I want to focus specifically on the daughters of patriarchal homes.  Below is a clip from the movie, Courageous, which includes some patriarchal themes.   Take a look and see if you can spot how the father uses his position as father to "own" his daughter's heart.  This scene involves the father explaining that he wants to be the guardian of his daughter's heart and gives her a "purity" ring, symbolizing her virginity, which will later be replaced by her wedding ring when she gets married.   It is notable that the movie's director and producer, Stephen and Alex Kendrick, have ties with Vision Forum.  




 




Blogger, Cindy Kunsman from Under Much Grace discusses this particular movie scene shown above.  

Dating Daddy and his Proposal
I found the daddy-daughter date scene to be disturbing.  Essentially, the father proposes to his daughter, using language which indicates that he considers himself to be on equal footing and of the same order of person with his daughter's potential mates.  Consistent with the belief within this subculture that young women remain married to the father through ownership until they marry another father-vetted and approved man, the father in the film uses the language of Vision Forum to reinforce the ideology of courtship.  Such a system which Vision Forum promotes as Biblical was not even demanded under Judaism, a concept that they filter through their distorted version of Covenant Theology.  (Read more HERE.)   So to adapt and cope with the inherent risks of trusting a daughter to conduct herself with dignity, grace and chastity, the father overcorrects for his legitimate concerns and fears through an extra-Biblical ritual which signifies ownership.  I felt sick at the close of the father-daughter date scene as the daughter gazed at the father's heart-shaped ring that he actually places on her finger after his proposal – a proposal that she was duty bound to accept as an obedient daughter.  (With a suitor, she presumably has the liberty to decline such a proposal, that is, if her father decides to allow her that liberty.
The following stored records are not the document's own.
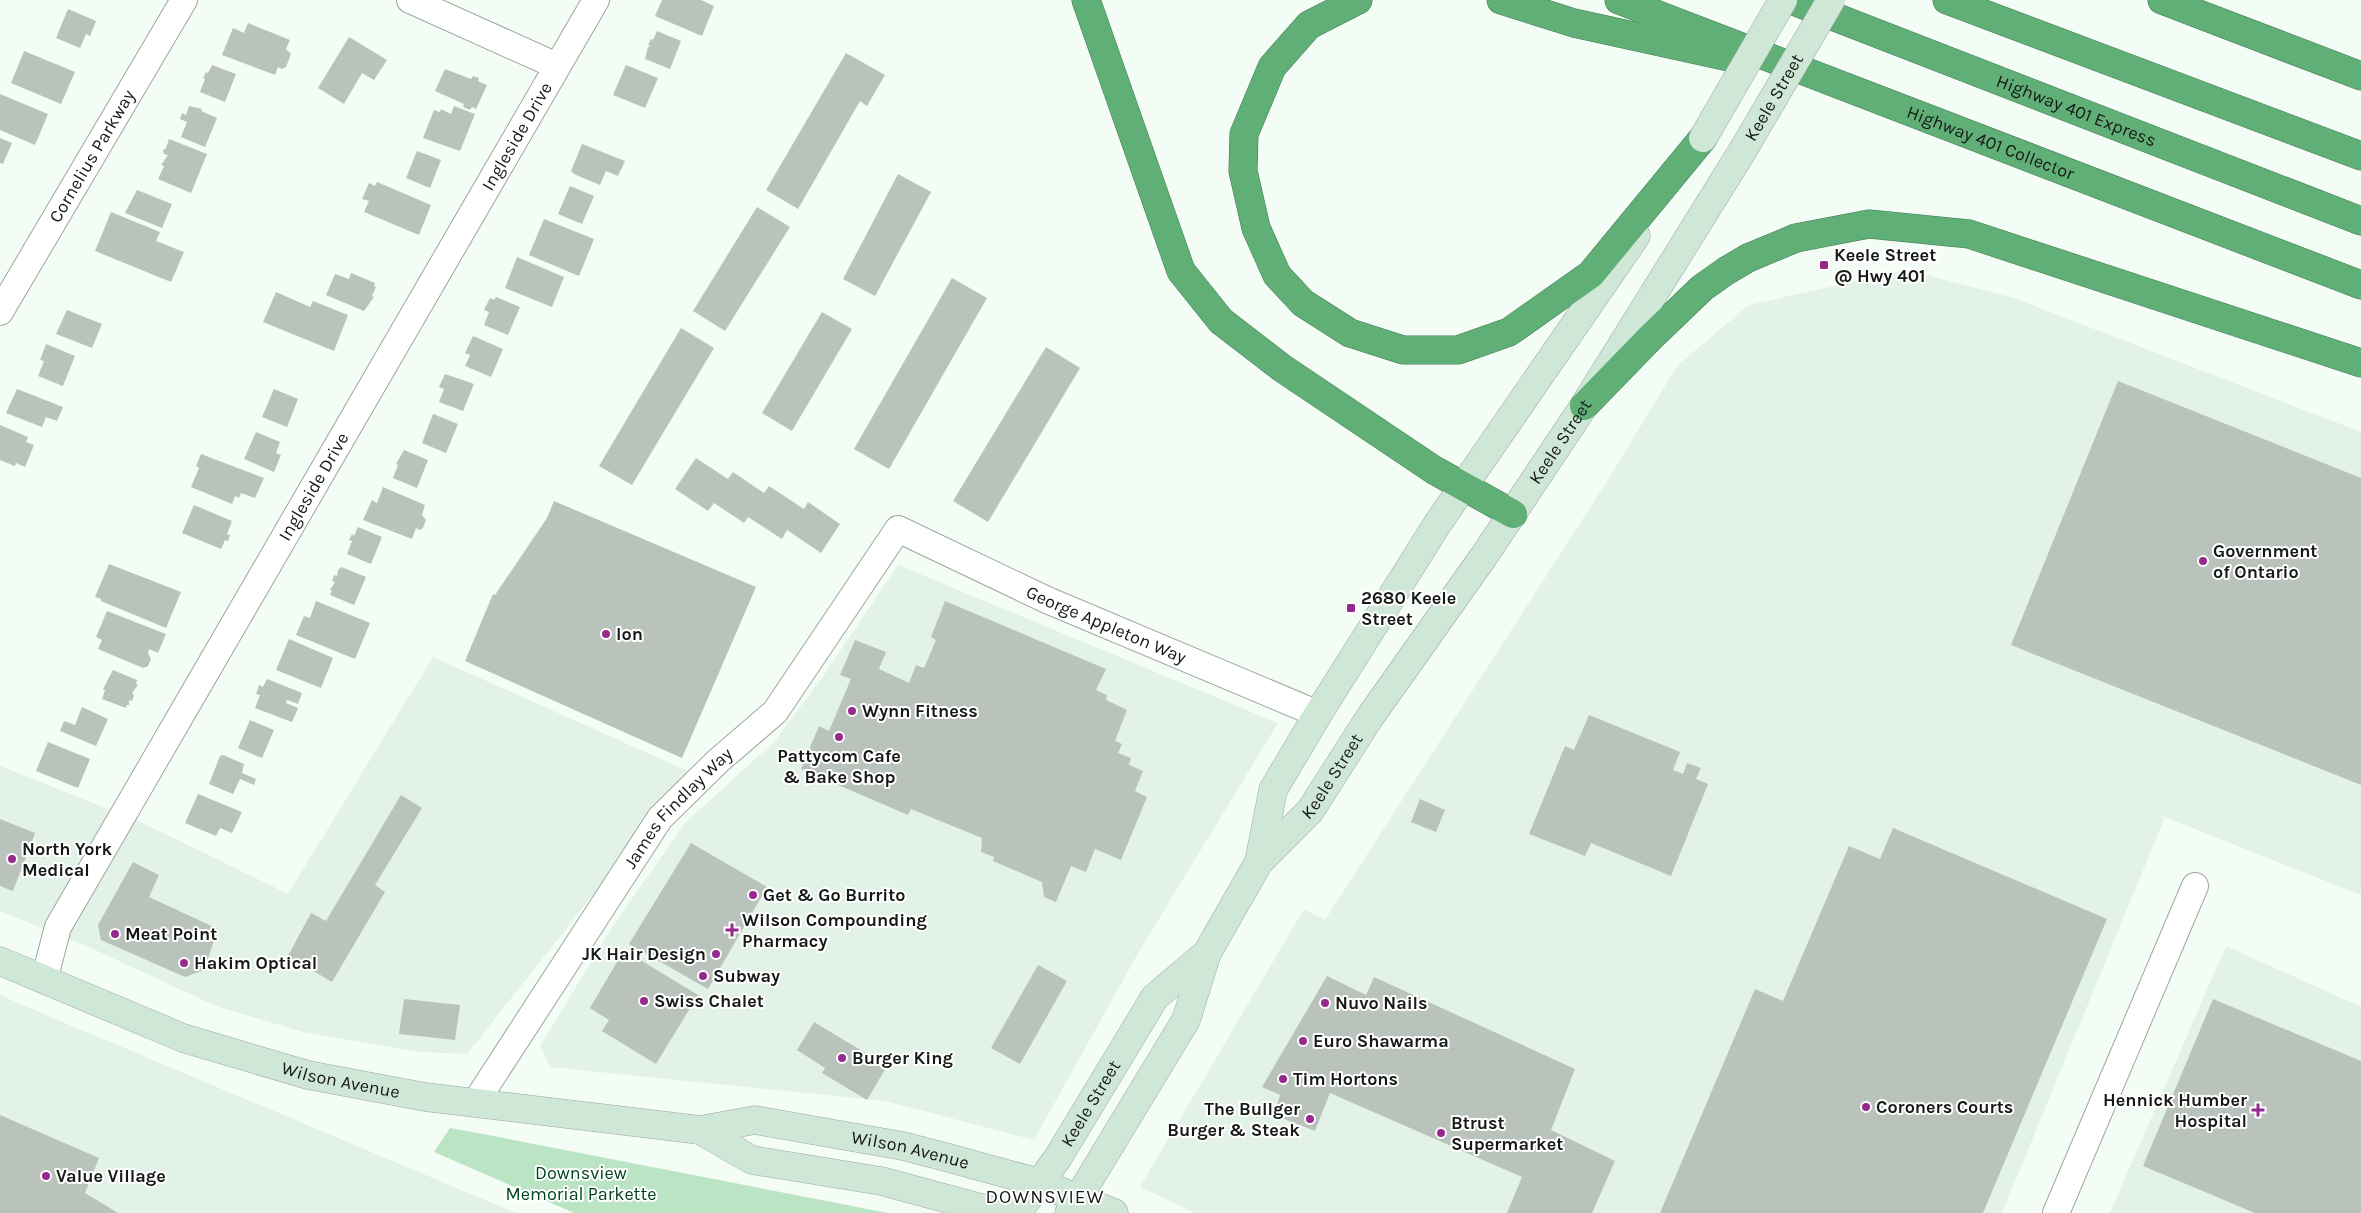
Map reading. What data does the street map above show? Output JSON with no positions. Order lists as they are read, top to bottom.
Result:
{
  "streets": {
    "highway": ["Highway 401 Express", "Highway 401 Collector"],
    "main road": ["Keele Street", "Wilson Avenue"],
    "street": [
      "Ingleside Drive",
      "Cornelius Parkway",
      "George Appleton Way",
      "James Findlay Way"
    ]
  },
  "crossings": [
    ["Keele Street", "George Appleton Way"],
    ["Keele Street", "Wilson Avenue"],
    ["Ingleside Drive", "Wilson Avenue"],
    ["George Appleton Way", "James Findlay Way"],
    ["James Findlay Way", "Wilson Avenue"]
  ],
  "districts": ["DOWNSVIEW"],
  "parks": ["Downsview Memorial Parkette"],
  "places": {
    "transit": ["Keele Street @ Hwy 401", "2680 Keele Street"],
    "other": [
      "Government of Ontario",
      "Ion",
      "Wynn Fitness",
      "Pattycom Cafe & Bake Shop",
      "North York Medical",
      "Get & Go Burrito",
      "Meat Point",
      "JK Hair Design",
      "Hakim Optical",
      "Subway",
      "Swiss Chalet",
      "Nuvo Nails",
      "Euro Shawarma",
      "Burger King",
      "Tim Hortons",
      "Coroners Courts",
      "The Bullger Burger & Steak",
      "Btrust Supermarket",
      "Value Village"
    ],
    "health": ["Wilson Compounding Pharmacy", "Hennick Humber Hospital"]
  }
}
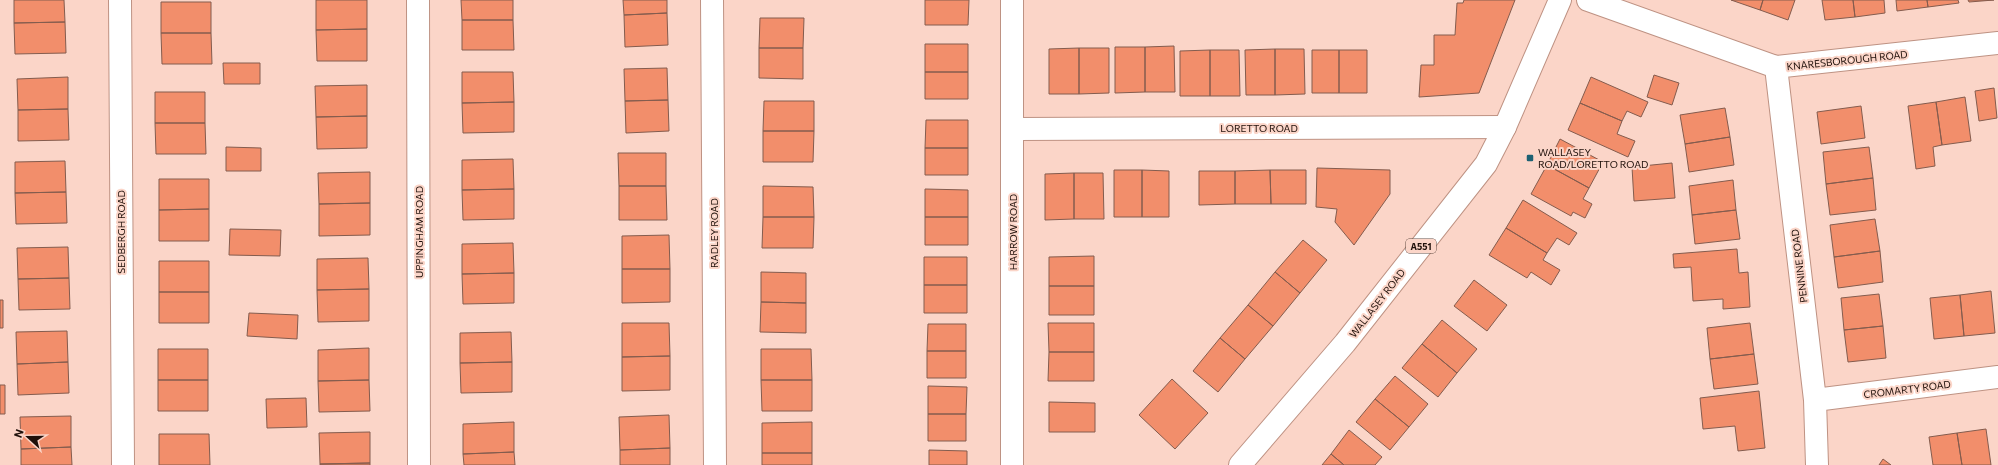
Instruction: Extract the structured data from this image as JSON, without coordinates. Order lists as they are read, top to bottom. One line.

Not all do in patriarchy.)

This idea of dad owning his daughter's heart is commonplace in families and churches which promote patriarchy.  We are now beginning to see young adults who have come out of this environment, many times filled with negative emotions and a host of other issues as they come to grips with this type of control in their personal lives.   These young adults are blogging and telling their stories.  We will be discussing more on this topic.  

If you are reading this and have a personal story to share, please contact me (bgbcsurvivors@gmail.com).  





39 comments:

  1. The absolute insanity of all of this stuff. It is 2012 is it not?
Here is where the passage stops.